Multilingual Training and Enhanced Dataset

Training a powerful multilingual model like EuroBERT required advances in data collection and training strategy:
- Massive Multilingual Corpus (5 Trillion Tokens): EuroBERT was trained on an extremely large corpus of about 5 trillion tokens spanning 15 languages. This dataset dwarfs what any prior multilingual encoder used. For example, mBERT’s Wikipedia corpus had only billions of tokens, and XLM-R’s CommonCrawl data was approximately 0.5–0.6 trillion tokens for 100 languages. EuroBERT’s 5T token corpus, focused on a curated set of predominantly European languages, means each language got a huge amount of training data. Likely sources include massive web crawls, multilingual web encyclopedias, news, books, and possibly translated texts to ensure each language has both raw data and parallel data for cross-lingual alignment.
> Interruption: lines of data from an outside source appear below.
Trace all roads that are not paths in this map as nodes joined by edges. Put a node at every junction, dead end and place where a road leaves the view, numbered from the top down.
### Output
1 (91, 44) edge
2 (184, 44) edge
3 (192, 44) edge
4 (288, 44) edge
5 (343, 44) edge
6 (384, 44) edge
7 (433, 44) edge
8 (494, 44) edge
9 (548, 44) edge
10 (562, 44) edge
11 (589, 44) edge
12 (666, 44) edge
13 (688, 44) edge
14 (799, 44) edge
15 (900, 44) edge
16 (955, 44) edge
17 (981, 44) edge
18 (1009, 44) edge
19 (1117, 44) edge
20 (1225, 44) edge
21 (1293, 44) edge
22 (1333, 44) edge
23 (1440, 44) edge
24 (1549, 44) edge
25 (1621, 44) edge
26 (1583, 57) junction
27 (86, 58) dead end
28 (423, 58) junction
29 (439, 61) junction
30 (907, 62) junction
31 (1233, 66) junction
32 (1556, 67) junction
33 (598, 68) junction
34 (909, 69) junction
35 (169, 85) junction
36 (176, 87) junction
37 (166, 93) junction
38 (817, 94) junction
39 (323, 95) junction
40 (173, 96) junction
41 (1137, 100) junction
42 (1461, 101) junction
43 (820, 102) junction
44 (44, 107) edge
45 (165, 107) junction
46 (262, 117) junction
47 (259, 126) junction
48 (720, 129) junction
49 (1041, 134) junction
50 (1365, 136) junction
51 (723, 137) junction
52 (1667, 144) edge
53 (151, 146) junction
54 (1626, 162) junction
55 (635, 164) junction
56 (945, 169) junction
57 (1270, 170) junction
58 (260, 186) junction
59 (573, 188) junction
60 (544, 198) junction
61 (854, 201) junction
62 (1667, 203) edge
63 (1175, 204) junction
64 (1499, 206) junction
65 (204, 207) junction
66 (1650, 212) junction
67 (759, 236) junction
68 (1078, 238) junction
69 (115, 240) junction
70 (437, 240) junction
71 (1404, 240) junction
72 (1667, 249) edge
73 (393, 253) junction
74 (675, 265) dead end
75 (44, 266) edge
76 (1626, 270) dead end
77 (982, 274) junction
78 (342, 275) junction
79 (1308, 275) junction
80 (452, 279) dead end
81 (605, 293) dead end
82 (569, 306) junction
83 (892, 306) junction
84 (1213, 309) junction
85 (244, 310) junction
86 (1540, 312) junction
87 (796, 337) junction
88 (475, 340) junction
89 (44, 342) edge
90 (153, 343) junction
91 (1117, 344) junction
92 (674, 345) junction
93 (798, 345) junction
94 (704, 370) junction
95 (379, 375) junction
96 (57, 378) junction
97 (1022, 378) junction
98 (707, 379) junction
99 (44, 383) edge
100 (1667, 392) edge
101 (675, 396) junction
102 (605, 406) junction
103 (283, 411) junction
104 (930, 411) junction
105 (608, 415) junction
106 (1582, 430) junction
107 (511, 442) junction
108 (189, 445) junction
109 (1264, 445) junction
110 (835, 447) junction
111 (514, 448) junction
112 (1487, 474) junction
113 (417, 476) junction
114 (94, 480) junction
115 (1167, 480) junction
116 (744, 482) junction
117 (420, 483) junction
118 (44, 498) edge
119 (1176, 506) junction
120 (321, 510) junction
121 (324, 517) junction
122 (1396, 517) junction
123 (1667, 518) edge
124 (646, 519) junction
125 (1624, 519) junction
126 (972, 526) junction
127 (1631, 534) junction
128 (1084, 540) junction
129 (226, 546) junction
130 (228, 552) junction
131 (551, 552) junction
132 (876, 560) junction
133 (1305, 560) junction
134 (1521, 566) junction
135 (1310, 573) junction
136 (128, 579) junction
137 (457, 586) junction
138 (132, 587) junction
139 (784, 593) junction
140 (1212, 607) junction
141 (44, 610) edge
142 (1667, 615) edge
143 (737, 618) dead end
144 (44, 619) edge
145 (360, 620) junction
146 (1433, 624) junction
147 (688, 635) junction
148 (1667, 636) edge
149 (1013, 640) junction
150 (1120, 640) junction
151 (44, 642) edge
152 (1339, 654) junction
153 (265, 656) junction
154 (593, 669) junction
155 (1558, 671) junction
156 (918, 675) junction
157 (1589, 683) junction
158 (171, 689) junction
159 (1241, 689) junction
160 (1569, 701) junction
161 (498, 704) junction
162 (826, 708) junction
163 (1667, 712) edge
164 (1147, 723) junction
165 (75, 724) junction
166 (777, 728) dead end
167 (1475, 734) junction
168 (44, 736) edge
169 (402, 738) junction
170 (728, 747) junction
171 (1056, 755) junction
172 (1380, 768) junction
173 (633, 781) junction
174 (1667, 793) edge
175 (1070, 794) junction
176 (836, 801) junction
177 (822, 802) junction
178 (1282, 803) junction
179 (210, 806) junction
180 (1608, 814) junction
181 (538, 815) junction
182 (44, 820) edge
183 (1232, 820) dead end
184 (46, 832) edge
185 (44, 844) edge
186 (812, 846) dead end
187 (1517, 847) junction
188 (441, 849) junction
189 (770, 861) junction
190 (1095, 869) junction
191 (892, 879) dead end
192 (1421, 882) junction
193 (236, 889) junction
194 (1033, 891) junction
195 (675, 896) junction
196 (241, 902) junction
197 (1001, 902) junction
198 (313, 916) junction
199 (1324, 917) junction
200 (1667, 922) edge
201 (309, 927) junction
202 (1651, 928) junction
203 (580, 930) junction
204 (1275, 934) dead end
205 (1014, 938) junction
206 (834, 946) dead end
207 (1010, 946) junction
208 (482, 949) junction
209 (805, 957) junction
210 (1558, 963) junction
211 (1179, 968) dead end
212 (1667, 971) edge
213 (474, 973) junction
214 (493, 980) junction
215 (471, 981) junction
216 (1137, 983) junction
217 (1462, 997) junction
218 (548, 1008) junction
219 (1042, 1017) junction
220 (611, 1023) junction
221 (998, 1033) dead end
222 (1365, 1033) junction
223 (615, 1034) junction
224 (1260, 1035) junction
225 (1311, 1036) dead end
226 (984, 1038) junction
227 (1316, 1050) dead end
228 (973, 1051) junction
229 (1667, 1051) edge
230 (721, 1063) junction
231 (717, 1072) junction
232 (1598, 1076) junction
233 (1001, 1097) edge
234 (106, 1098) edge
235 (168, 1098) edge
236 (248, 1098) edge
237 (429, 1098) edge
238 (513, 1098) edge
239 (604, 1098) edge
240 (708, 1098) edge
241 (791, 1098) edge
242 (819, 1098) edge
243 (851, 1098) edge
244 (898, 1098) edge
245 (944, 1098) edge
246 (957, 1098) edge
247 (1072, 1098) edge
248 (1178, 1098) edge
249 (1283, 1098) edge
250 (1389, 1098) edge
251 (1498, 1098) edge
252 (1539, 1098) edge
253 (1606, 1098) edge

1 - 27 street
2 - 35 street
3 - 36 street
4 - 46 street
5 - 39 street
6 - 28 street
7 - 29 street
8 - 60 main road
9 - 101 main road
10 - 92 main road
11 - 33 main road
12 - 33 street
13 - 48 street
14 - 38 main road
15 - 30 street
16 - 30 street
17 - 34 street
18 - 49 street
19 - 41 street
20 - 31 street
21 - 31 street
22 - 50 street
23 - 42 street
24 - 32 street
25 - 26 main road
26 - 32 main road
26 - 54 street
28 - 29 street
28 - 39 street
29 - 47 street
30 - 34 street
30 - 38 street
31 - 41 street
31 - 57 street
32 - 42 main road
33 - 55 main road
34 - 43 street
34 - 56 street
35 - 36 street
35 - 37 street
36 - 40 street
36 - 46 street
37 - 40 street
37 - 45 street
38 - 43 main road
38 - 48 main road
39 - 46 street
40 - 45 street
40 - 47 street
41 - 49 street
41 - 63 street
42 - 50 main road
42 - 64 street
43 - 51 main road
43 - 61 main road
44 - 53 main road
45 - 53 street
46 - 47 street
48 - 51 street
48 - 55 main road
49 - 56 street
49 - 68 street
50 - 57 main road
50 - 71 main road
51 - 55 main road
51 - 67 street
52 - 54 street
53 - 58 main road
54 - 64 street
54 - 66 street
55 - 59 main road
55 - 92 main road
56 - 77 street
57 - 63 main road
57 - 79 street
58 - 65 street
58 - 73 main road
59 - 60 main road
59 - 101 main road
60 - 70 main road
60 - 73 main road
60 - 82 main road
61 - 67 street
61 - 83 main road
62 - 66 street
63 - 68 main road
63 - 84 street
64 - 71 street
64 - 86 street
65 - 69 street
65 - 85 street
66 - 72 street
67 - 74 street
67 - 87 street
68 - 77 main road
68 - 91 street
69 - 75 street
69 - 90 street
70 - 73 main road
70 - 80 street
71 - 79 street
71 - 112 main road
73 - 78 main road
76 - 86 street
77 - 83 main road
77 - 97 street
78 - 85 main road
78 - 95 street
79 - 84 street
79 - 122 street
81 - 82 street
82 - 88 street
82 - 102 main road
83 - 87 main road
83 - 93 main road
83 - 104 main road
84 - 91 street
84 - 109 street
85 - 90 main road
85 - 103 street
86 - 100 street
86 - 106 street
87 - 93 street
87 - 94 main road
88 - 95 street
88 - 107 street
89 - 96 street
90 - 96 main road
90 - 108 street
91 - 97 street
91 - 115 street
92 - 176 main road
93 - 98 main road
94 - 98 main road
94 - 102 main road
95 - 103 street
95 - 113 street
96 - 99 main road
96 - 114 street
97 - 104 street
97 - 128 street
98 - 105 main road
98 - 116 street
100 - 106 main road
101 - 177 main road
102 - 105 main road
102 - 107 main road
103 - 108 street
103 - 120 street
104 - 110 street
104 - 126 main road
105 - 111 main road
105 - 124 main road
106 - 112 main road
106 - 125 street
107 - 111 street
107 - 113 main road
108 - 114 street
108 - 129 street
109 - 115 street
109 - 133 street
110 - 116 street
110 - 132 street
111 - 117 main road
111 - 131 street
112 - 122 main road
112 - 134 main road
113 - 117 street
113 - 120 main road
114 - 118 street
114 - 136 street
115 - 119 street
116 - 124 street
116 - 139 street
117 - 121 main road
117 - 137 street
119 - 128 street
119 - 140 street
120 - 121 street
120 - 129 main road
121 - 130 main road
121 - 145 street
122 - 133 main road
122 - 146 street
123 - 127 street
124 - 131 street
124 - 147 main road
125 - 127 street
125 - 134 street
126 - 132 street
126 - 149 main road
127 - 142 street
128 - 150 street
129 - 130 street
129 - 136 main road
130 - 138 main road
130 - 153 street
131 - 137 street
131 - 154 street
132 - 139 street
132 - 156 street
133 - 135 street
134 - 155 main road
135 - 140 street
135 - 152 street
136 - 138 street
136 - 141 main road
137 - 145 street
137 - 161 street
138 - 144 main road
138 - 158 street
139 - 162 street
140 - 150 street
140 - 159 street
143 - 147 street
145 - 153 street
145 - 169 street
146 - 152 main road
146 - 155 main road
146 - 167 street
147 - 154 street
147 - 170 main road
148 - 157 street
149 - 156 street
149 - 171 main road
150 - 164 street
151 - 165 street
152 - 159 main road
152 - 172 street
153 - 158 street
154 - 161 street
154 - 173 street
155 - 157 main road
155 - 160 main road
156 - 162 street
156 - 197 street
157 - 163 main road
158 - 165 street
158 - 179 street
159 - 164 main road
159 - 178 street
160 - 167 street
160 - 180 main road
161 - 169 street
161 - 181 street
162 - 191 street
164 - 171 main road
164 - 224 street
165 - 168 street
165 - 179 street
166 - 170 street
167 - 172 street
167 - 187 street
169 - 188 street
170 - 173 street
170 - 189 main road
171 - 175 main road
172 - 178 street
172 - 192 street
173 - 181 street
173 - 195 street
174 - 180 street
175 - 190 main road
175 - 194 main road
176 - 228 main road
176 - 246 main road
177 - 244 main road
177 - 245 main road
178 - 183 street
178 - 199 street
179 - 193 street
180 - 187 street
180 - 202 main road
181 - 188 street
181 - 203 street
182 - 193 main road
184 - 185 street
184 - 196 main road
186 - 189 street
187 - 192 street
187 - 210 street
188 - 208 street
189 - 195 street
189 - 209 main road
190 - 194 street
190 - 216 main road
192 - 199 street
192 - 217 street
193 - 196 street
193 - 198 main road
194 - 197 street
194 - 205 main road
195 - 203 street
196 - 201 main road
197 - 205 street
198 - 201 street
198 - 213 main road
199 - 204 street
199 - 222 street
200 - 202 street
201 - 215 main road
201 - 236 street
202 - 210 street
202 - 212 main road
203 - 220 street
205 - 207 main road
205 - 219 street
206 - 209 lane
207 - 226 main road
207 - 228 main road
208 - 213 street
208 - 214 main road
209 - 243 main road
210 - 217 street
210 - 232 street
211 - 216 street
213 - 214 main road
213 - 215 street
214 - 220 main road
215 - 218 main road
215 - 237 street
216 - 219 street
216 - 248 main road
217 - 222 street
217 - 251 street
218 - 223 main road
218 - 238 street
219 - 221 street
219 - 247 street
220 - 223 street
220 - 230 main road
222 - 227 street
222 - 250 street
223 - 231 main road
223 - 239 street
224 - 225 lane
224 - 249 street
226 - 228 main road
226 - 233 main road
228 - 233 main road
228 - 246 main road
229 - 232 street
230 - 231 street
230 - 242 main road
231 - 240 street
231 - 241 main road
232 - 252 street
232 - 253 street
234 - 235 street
By training on such scale, EuroBERT can capture nuances of each language and also learn cross-lingual representations (since the Transformer will inevitably see translation-equivalent sentences across languages). This broad coverage directly addresses BERT’s limitation of narrow training data in other languages.
- Coverage of Diverse Tasks (Code, Math, etc.): Interestingly, EuroBERT’s training set wasn’t limited to just natural language text. It explicitly included programming code data and mathematical data (e.g. mathematical texts or formulas) in the pretraining mix. The motivation is to endow the model with specialized knowledge in these domains. Code data helps with structural understanding and might improve logical reasoning as well as code search tasks. Mathematical data (like formulas or scientific text) can improve the model’s ability to handle structured information and reasoning (for example, solving or understanding math word problems or performing numeric reasoning). This is a departure from original BERT, which had no notion of code or math. It is also beyond ModernBERT, which did include code but not specifically math-focused data. EuroBERT’s inclusion of these indicates an attempt to create a general-purpose encoder not just for language but also technical domains. As we’ll see, this pays off in strong performance on tasks like CodeSearchNet (code retrieval) and Math understanding.
- Two-Phase Training (Pretraining + Annealing): EuroBERT employed a two-phase training pipeline. In the first phase, standard masked language modeling pretraining is done on the massive multilingual corpus, teaching the model general language understanding. In the second annealing phase, the training objective or data distribution is adjusted to fine-tune the model for downstream performance. For example, the masking ratio may be lowered in the second phase, which means the model in later training sees more unmasked text and thus starts to shift from pure token prediction to more holistic sequence understanding (closer to fine-tuning conditions). They also may re-weight the data – perhaps increasing the proportion of under-represented languages or harder tasks to ensure the model solidifies its skills there. This annealing resembles a curriculum: after the model learns basics, it’s fed data to target specific capabilities. Such a strategy was not used in original BERT (one-phase training) and shows the sophistication in EuroBERT’s training. The EuroBERT team reports doing extensive ablation studies on things like data quality filters, masking strategies, and language balances to find the best recipe. This level of careful tuning was likely necessary to get optimal multilingual results without any one aspect dominating (e.g., to prevent high-resource languages from overwhelming low-resource ones, and to balance code vs natural text, etc.).
- Continual Checkpoints and Open Training: EuroBERT’s training pipeline also emphasized reproducibility – they released intermediate checkpoints from various stages of training. This is valuable for research, allowing analysis of how multilingual skills develop over training, and enabling possibly to fine-tune from a partially trained model for specialized purposes. It echoes ModernBERT’s practice (they also released intermediate checkpoints). From a technical perspective, training a 2.1B parameter model on 5T tokens is an enormous undertaking – likely done on large GPU clusters with mixed precision (bfloat16 or FP16). Techniques like ZeRO or sharded training were presumably used to handle model and data parallelism. The outcome is a set of robust multilingual encoders that encapsulate knowledge from a vast corpus.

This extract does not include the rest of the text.